Sunday, November 28, 2010

Elvis Adds to the Great Yoga Debate



Before you watch Elvis sing, READ THIS FIRST.

The Great Yoga Debate continues, even gaining momentum, as is evidenced in today's nytimes article "Hindu Group Stirs a Debate Over Yoga’s Soul."

The Hindu American Foundation has a "Take Back Yoga" campaign. BTW - the HAF website is good for understanding Hinduism and its impact on the U.S.

The Take Back Yoga people argue that, behind every yoga movement, there lies an acient Hindu religious practice. Southern Baptist leader Albert Mohler agrees with this and argues, for that reason, that Christians should not practice yoga. Mohler cites Stephanie Syman's recent The Subtle Body: The Story of Yoga in America to make his yoga-as-ancient Hinduism point. Mohler writes:

"Syman describes yoga as a varied practice, but she makes clear that yoga cannot be fully extricated from its spiritual roots in Hinduism and Buddhism. She is also straightforward in explaining the role of sexual energy in virtually all forms of yoga and of ritualized sex in some yoga traditions. She also explains that yoga “is one of the first and most successful products of globalization, and it has augured a truly post-Christian, spiritually polyglot country.” Reading The Subtle Body is an eye-opening and truly interesting experience. To a remarkable degree, the growing acceptance of yoga points to the retreat of biblical Christianity in the culture. Yoga begins and ends with an understanding of the body that is, to say the very least, at odds with the Christian understanding. Christians are not called to empty the mind or to see the human body as a means of connecting to and coming to know the divine. Believers are called to meditate upon the Word of God — an external Word that comes to us by divine revelation — not to meditate by means of incomprehensible syllables."

Mohler: "Douglas R. Groothuis, Professor of Philosophy at Denver Seminary and a respected specialist on the New Age Movement, warns Christians that yoga is not merely about physical exercise or health. “All forms of yoga involve occult assumptions,” he warns, “even hatha yoga, which is often presented as a merely physical discipline.” While most adherents of yoga avoid the more exotic forms of ritualized sex that are associated with tantric yoga, virtually all forms of yoga involve an emphasis on channeling sexual energy throughout the body as a means of spiritual enlightenment."

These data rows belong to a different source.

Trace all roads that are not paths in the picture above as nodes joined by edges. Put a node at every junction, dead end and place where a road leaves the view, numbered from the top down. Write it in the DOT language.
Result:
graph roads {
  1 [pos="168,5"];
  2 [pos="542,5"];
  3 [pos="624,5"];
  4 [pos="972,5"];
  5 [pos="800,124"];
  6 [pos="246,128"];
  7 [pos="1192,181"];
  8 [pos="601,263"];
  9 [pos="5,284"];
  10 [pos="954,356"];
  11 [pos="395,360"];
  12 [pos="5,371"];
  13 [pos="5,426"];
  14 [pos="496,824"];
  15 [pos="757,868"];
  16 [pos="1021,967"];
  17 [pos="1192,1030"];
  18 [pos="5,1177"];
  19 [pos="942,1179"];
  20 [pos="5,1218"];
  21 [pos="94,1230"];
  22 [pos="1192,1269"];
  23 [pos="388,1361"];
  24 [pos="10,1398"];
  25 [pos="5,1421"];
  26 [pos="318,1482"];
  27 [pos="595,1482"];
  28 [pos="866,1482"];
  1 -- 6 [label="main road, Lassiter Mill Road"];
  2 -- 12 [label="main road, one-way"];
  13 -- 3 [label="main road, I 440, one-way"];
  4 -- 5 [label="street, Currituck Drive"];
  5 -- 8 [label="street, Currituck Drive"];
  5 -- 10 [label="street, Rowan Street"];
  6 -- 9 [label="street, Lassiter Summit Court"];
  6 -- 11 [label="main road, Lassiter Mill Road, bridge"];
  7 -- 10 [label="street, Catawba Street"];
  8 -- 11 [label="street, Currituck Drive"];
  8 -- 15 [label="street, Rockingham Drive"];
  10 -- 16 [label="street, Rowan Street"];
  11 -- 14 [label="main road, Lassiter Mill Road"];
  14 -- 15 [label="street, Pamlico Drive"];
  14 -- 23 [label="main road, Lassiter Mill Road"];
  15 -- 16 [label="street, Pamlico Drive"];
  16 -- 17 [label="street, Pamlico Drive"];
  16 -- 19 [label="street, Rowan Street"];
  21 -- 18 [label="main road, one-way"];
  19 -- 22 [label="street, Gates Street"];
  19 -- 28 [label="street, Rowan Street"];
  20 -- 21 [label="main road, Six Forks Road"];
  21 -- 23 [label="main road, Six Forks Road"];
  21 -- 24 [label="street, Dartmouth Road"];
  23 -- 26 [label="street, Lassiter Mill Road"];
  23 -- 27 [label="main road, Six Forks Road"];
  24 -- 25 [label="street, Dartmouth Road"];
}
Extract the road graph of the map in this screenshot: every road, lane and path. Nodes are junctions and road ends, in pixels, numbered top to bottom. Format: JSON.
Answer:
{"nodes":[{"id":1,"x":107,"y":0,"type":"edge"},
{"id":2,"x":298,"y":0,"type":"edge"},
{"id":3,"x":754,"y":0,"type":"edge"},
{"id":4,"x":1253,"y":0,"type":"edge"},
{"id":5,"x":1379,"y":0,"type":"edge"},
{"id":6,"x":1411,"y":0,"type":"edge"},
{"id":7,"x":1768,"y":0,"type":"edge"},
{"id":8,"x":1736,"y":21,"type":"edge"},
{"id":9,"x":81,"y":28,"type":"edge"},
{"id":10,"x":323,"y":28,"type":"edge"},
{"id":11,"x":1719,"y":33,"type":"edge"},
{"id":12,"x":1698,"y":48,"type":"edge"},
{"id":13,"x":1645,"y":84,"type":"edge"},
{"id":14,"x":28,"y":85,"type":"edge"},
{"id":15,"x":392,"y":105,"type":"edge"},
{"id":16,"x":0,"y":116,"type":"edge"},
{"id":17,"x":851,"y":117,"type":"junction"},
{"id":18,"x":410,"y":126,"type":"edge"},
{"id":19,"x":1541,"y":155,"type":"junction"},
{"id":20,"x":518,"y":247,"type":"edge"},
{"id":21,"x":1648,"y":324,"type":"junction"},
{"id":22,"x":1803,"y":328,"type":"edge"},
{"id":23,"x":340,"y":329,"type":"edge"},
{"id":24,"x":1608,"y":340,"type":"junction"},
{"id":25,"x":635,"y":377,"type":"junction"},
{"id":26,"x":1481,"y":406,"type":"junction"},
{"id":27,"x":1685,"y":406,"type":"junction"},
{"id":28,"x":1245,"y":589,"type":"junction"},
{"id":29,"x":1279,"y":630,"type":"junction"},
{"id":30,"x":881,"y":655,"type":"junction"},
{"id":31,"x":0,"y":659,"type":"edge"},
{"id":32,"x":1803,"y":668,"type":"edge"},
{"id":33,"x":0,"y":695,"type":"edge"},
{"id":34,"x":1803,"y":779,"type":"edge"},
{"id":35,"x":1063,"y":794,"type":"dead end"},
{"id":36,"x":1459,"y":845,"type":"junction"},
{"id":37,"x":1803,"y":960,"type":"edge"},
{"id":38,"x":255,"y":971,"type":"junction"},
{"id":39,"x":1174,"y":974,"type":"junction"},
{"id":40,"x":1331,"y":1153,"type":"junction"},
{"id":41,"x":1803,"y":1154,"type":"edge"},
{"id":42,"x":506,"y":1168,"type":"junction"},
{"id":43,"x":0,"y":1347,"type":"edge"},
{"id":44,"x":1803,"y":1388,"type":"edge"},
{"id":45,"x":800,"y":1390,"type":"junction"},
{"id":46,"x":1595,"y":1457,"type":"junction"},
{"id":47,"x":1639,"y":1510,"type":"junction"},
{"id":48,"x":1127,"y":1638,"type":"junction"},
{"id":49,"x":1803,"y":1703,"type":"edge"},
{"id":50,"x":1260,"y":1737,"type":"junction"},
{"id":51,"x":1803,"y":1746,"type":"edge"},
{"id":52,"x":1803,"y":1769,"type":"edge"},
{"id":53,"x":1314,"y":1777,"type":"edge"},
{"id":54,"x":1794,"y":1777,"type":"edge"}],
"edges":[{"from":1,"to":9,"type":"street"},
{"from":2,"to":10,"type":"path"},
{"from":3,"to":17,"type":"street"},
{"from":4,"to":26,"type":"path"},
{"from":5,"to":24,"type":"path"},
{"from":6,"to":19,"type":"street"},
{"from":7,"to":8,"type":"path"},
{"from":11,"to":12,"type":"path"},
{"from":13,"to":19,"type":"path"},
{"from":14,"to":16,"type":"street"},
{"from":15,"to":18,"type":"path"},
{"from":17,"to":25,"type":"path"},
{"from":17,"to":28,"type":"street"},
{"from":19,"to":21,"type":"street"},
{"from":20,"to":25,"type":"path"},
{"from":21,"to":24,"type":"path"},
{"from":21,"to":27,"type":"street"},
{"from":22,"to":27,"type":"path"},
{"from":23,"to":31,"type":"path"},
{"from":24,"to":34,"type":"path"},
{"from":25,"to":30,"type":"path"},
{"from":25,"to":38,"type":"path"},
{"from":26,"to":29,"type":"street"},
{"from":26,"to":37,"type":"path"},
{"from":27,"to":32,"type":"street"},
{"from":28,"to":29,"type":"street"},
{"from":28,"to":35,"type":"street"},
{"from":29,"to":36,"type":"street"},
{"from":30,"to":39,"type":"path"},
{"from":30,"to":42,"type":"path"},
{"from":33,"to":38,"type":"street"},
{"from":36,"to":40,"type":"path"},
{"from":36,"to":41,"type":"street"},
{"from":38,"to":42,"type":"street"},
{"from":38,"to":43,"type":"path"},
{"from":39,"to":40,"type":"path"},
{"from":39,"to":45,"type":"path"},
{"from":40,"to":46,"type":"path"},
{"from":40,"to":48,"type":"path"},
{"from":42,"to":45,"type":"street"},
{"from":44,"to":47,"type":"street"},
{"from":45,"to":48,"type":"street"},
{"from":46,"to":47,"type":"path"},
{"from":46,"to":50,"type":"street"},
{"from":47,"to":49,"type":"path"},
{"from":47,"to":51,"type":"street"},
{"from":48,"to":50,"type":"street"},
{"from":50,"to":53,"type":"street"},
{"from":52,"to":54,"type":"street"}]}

See some posts and links I've made here, which include the recent debate between Deepak Chopra (yoga is not ancient Hinduism, but more ancient than that) and University of Minnesota's Aseem Shukla (yoga belongs to Hinduism).

My own take on this is that, while a Westernized consciousness trivializes and secularizes spiritual practices, one cannot divorce yoga's physical movements from originally spiritual exercises. I would counsel Jesus-followers to stretch without yoga since "the Hindu roots of yoga seem difficult to deny." (See here.)

Now, for something very culturally ignorant and mental-lite, go here to watch Elvis sing "Yoga Is as Yoga Does." Elvis sings, while attempting yoga (I m not kidding): "You tell me just how I could take this yoga serious. When all it ever gives to me is pain in my posterious."